Texas horticulture

From March to May, one of the prettiest flowers in Texas – a state rich with plants, flowers and trees – is the Lady Bird Johnson Royal Bluebonnet. The robust plant with cobalt blue flowers is one of the Texas Superstars, a designation given to plants that do well in Texas weather and soil with minimal work.

Strong, healthy plants contribute to Texas’ economy.

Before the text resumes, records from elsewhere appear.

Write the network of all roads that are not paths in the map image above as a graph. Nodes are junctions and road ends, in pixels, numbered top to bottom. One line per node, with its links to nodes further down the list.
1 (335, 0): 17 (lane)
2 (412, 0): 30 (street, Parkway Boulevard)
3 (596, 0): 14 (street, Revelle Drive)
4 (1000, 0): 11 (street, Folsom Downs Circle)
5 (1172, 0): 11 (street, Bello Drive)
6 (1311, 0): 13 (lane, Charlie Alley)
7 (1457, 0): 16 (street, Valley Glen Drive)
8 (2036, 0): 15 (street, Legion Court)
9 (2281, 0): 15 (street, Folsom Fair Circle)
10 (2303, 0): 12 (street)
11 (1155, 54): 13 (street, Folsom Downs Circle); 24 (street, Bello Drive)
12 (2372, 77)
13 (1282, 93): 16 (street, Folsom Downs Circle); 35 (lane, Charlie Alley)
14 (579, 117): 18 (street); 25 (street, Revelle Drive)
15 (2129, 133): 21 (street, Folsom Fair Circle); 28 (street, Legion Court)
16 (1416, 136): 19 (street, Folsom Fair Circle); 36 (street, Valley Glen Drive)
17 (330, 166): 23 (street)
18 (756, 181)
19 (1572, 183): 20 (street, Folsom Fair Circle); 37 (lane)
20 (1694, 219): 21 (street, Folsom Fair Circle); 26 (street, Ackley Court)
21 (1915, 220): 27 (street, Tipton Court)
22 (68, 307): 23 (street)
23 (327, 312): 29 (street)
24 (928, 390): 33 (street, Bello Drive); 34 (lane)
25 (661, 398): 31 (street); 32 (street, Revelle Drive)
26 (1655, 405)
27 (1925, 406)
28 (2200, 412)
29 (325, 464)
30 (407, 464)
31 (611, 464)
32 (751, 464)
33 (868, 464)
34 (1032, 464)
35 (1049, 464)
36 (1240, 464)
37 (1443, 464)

In 2011, total horticulture and green industry sales, which includes growing, landscaping and retailing, exceeded $15.6 billion, up 8.7 percent from the prior year, according to a report by the Texas A&M AgriLife Extension Service.

Factor in all aspects of the green industry, including manufacturing and equipment sales, and the economic impact increases to nearly $18 billion.

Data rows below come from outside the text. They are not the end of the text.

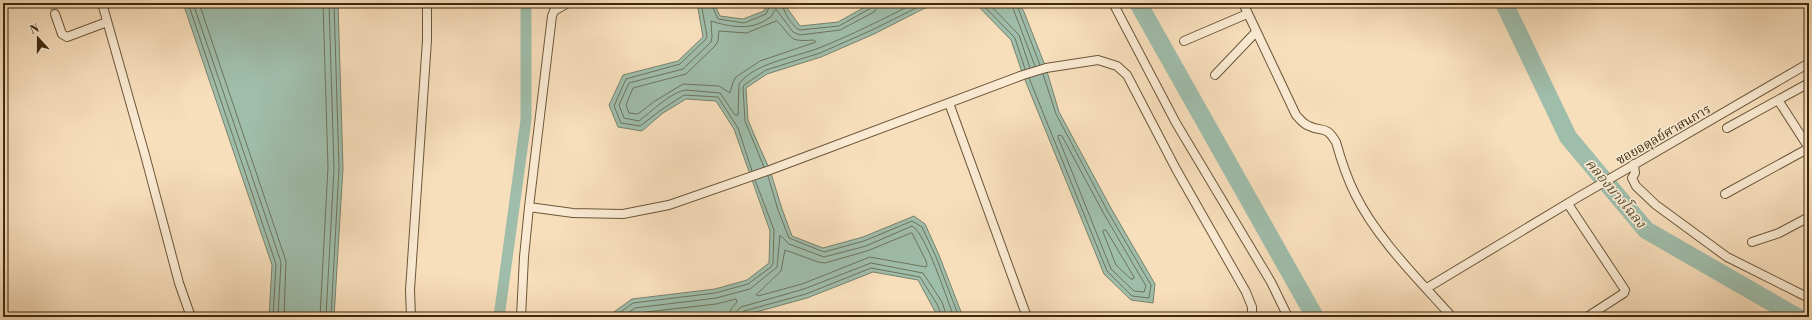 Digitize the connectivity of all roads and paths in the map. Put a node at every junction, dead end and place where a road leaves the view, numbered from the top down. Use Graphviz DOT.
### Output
graph roads {
  1 [pos="102,3"];
  2 [pos="427,3"];
  3 [pos="568,3"];
  4 [pos="1113,3"];
  5 [pos="1242,3"];
  6 [pos="55,14"];
  7 [pos="1247,14"];
  8 [pos="107,22"];
  9 [pos="1256,32"];
  10 [pos="1184,41"];
  11 [pos="1809,63"];
  12 [pos="1215,75"];
  13 [pos="1809,83"];
  14 [pos="1778,100"];
  15 [pos="949,103"];
  16 [pos="1727,128"];
  17 [pos="1809,148"];
  18 [pos="1633,165"];
  19 [pos="1725,194"];
  20 [pos="1571,202"];
  21 [pos="529,207"];
  22 [pos="1809,217"];
  23 [pos="1752,242"];
  24 [pos="1427,288"];
  25 [pos="1809,298"];
  26 [pos="191,317"];
  27 [pos="411,317"];
  28 [pos="521,317"];
  29 [pos="1027,317"];
  30 [pos="1252,317"];
  31 [pos="1288,317"];
  32 [pos="1452,317"];
  33 [pos="1587,317"];
  1 -- 8 [label="street"];
  2 -- 27 [label="street"];
  3 -- 21 [label="street"];
  4 -- 31 [label="street"];
  5 -- 7 [label="street"];
  6 -- 8 [label="street"];
  7 -- 9 [label="street"];
  7 -- 10 [label="street"];
  8 -- 26 [label="street"];
  9 -- 12 [label="street"];
  9 -- 24 [label="street"];
  11 -- 18 [label="street, ซอยอดุลย์ศาสนการ"];
  13 -- 14 [label="street"];
  14 -- 16 [label="street"];
  14 -- 17 [label="street"];
  15 -- 21 [label="street"];
  15 -- 29 [label="street"];
  15 -- 30 [label="street"];
  17 -- 19 [label="street"];
  18 -- 20 [label="street, ซอยอดุลย์ศาสนการ"];
  18 -- 25 [label="street"];
  20 -- 24 [label="street, ซอยอดุลย์ศาสนการ"];
  20 -- 33 [label="street"];
  21 -- 28 [label="street"];
  22 -- 23 [label="street"];
  24 -- 32 [label="street"];
}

“The sales figures are strong, but the overall economic impact of the industry is even more impressive,” says Amy Graham, president of the Texas Nursery and Landscape Association. “You can’t buy sod or turf without also buying fertilizer and mowers.”

Landscape And Floral

Two key segments of Texas’ green industry are landscaping and floral.

“Production has increased over the last few years,” Graham says. “We represent more than 200,000 jobs in the state of Texas, and that’s a pretty exciting number.”

Graham expects retail sales to continue to rise as city residents become more interested in growing plants.

“Our industry has a cooling effect on urban heat centers,” she says. “Just as people are migrating to urban centers, so is horticulture. We’re seeing increases in rooftop gardens, container gardens and urban community gardens. In addition, interest in edible plants is expanding as more people are trying to grow their own food, and that’s great for our industry, people’s health and the environment.”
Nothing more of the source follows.